## [Task statement]
Scan the material and copy out each line where the word "main" occurs.

## [Extracted records]
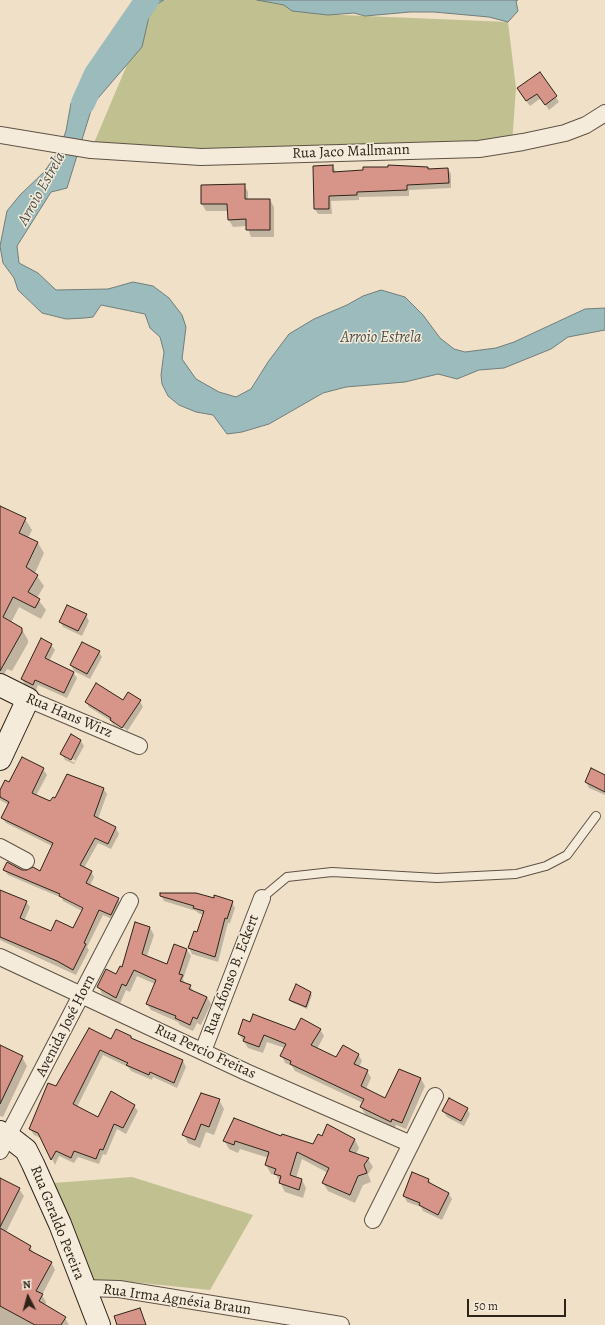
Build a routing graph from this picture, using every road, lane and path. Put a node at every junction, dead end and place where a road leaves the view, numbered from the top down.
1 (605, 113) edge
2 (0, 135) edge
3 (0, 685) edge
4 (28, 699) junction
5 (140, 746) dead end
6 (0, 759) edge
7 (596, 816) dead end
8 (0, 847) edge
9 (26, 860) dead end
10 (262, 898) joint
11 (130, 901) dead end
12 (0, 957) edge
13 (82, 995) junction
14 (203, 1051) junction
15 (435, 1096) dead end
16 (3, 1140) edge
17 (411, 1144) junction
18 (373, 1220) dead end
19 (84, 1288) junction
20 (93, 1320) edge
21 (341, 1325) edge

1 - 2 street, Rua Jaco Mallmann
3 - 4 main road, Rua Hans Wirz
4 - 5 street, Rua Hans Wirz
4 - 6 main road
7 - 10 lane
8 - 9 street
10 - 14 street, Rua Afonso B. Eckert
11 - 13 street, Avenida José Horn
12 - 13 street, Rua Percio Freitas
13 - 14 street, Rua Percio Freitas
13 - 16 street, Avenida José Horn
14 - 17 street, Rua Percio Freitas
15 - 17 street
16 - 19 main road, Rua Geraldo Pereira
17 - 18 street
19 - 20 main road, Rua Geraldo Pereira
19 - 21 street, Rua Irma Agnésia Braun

## [Answer below]
3 - 4 main road, Rua Hans Wirz
4 - 6 main road
16 - 19 main road, Rua Geraldo Pereira
19 - 20 main road, Rua Geraldo Pereira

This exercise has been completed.